# Measuring the Galaxy-LyaForest Cross-Correlation from CLAMATO DR2

Here, we carry out the first cross-correlation measurement of the Ly-alpha forest measured by CLAMATO DR2, and coeval galaxies from MOSDEF, 3D-HST and zCOSMOS-Deep (separately for each sample). We use the simple estimator from Font-Ribera+ 2012 DLA-Forest cross-correlation paper:

\begin{equation*}
\xi_A = \frac{\sum_{i\in A} w_i \delta_{Fi}}{\sum_{i\in A} w_i},
\end{equation*}

where 

\begin{equation*}
w_i =  \left[\sigma^2_F(z_i) + \frac{\sigma_{N,i}^2}{C_i^2 \bar{F}^2(z_i)}\right]^{-1}
\end{equation*}

and $\sigma_F^2(z_i) = 0.065 [(1+z_i)/3.25]^{3.8}$.

This uses the np.histogram2d function twice, to compute the numerator and denominator of the estimator around each galaxy.
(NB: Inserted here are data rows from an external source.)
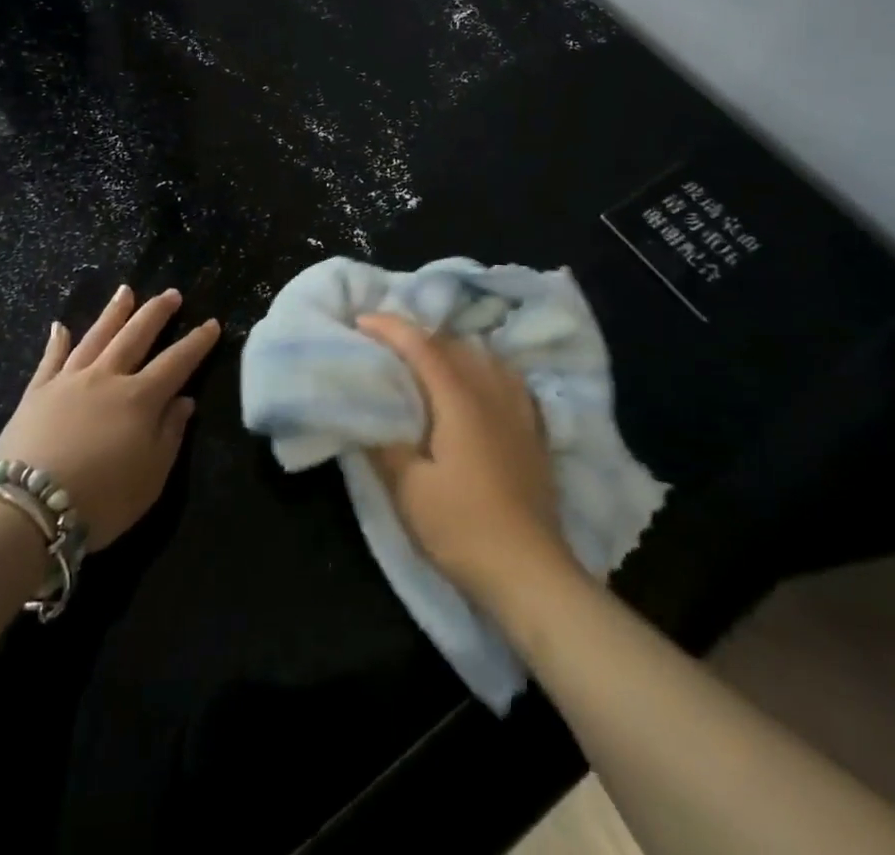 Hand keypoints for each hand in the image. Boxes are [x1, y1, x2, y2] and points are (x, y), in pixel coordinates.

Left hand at [0, 285, 219, 549]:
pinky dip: (57, 341)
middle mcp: (107, 377)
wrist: (27, 509)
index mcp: (141, 398)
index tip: (212, 323)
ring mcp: (69, 380)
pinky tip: (60, 326)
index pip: (177, 362)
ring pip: (97, 336)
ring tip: (126, 291)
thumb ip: (171, 434)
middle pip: (136, 335)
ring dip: (114, 312)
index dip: (196, 342)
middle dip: (156, 313)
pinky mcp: (37, 392)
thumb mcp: (152, 477)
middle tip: (171, 293)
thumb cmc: (101, 500)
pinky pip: (50, 359)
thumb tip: (185, 400)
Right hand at [359, 314, 572, 603]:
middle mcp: (492, 392)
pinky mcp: (534, 432)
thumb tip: (366, 409)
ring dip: (451, 349)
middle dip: (416, 335)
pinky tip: (478, 383)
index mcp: (458, 399)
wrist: (530, 573)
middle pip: (453, 344)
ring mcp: (519, 411)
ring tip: (427, 360)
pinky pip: (508, 379)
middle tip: (385, 344)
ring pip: (484, 357)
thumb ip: (384, 443)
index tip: (361, 322)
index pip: (421, 345)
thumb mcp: (408, 489)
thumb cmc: (462, 528)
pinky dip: (484, 368)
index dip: (389, 328)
The pixel data needs to be generated using the IDL script GEN_CROSSCORR_INPUT.PRO, and the mean-flux shoudl first be calculated with CALC_MEANFLUX.IPYNB

### Read in Ly-a forest pixels

In [None]:
import numpy as np
import time as time
import os

import lyafxcorr_kg as xcorr
import constants

# Set up matplotlib and use a nicer set of plot parameters
%config InlineBackend.rc = {}
import matplotlib as mpl
mpl.rc('mathtext',fontset='stixsans')
mpl.rc('figure', facecolor="white")
#matplotlib.rc_file("../../templates/matplotlibrc")
import matplotlib.pyplot as plt
#import matplotlib.colors as colors
%matplotlib inline

import astropy.table
from astropy.cosmology import FlatLambdaCDM
from astropy.io import fits
from astropy.io import ascii
from astropy.table import Table
from astropy import units as u
from astropy.coordinates import SkyCoord

def taueff_evo(z):
    return 0.001845 * (1.+z)**3.924

# Define cosmology
cosmo = constants.COSMOLOGY

lyapix = xcorr.lyapix(os.path.join(constants.CLAMATO_DIR_BASE, f"pixel_radecz_cl2020_{constants.DATA_VERSION}.bin") ,cosmo=cosmo)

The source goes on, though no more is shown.